SUPPLIED DATA below:
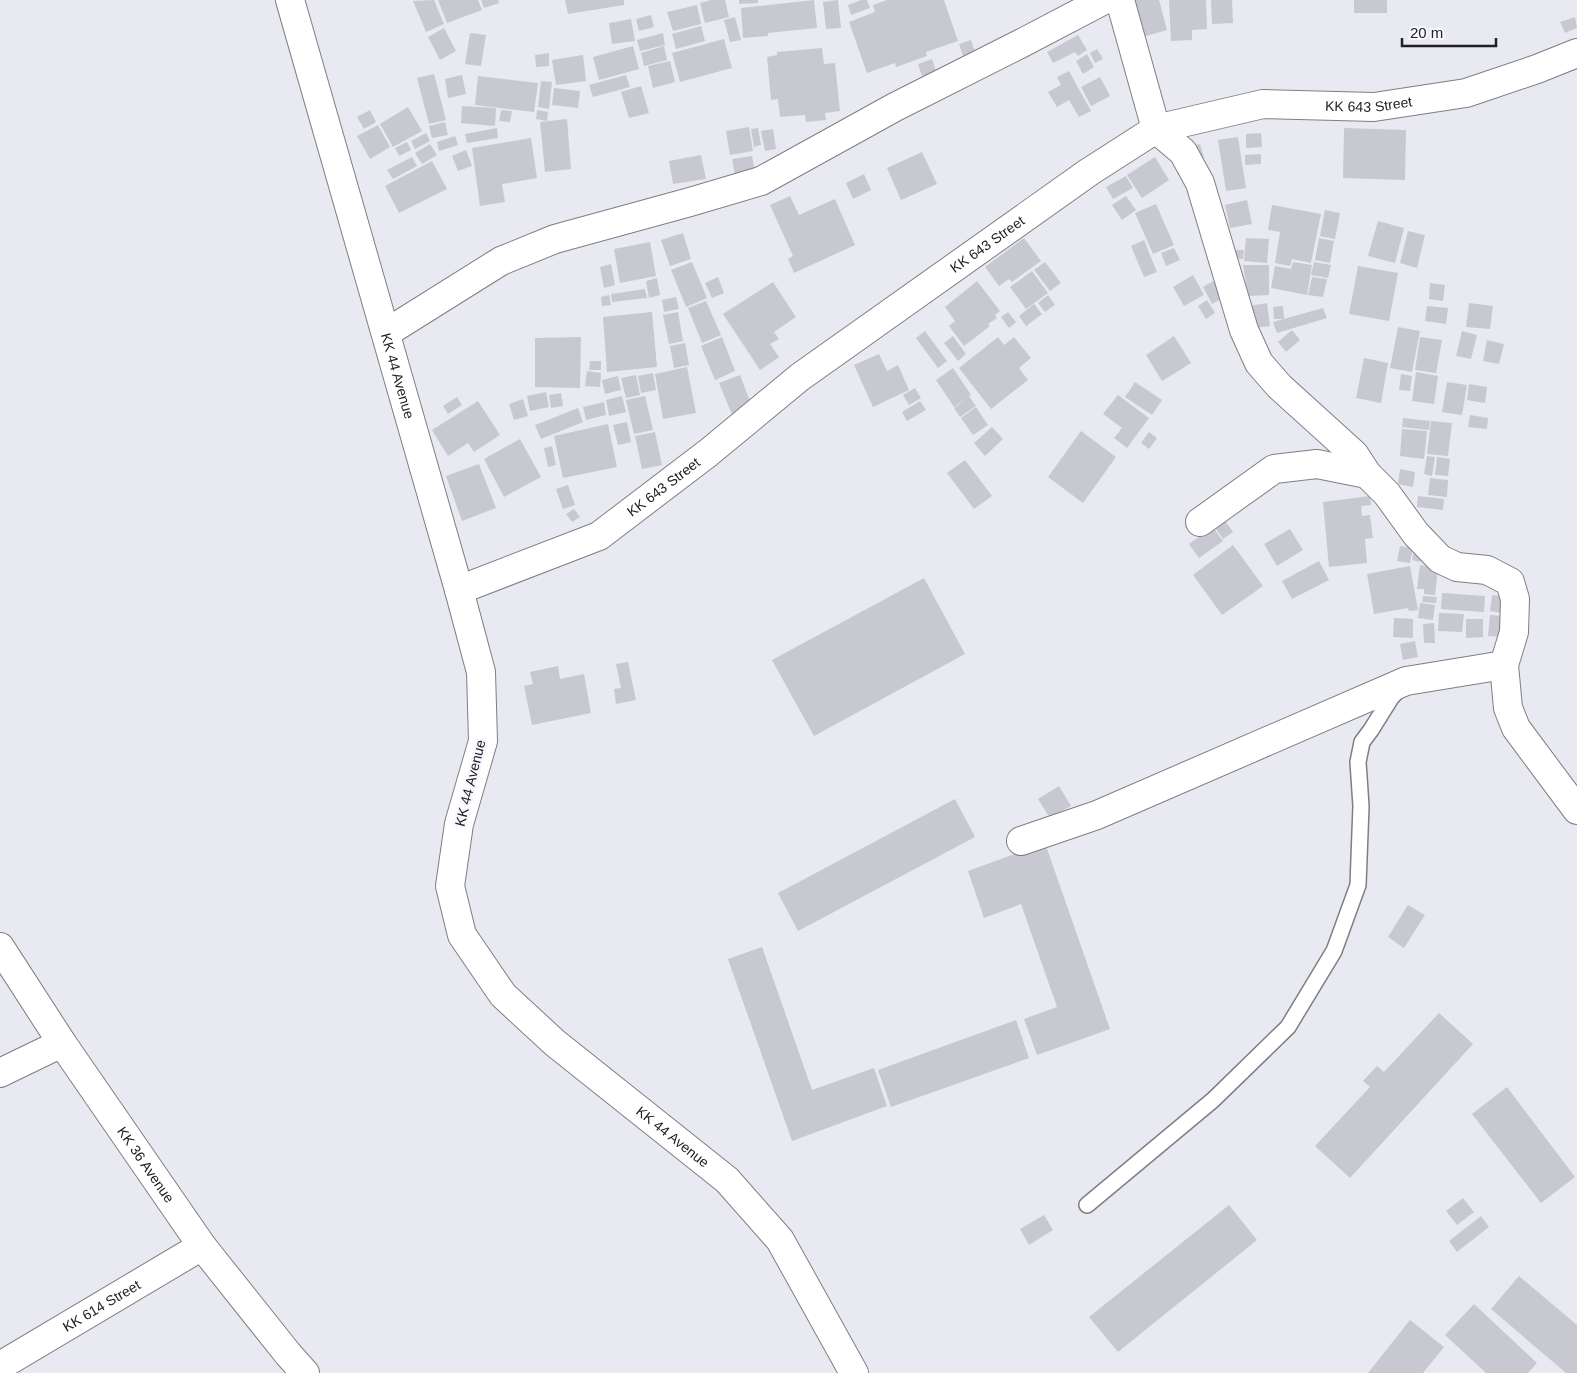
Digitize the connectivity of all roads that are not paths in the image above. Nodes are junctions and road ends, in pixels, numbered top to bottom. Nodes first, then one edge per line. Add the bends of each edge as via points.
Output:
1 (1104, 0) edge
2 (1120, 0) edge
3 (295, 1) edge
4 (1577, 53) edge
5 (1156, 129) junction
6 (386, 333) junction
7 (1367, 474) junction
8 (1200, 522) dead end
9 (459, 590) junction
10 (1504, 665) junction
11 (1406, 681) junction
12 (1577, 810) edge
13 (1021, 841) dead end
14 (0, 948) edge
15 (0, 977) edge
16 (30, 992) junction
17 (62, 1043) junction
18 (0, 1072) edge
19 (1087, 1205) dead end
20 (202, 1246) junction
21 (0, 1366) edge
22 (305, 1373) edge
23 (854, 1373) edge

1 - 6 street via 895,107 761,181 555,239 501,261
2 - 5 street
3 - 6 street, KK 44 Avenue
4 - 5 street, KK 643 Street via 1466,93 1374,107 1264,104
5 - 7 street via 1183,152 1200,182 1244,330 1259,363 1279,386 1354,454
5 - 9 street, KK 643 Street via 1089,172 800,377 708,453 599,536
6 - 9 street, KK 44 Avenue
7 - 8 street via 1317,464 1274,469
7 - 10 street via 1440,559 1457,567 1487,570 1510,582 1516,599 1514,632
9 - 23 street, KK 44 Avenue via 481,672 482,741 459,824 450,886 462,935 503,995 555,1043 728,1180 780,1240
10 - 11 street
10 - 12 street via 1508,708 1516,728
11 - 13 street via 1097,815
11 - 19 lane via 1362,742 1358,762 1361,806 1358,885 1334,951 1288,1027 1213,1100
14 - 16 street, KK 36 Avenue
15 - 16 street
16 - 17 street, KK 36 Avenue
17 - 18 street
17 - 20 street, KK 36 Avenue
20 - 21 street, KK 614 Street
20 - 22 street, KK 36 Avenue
End of SUPPLIED DATA.
Across the whole listing above, state how many lines contain "dead". Only the number is wanted.

RESPONSE AREA:
3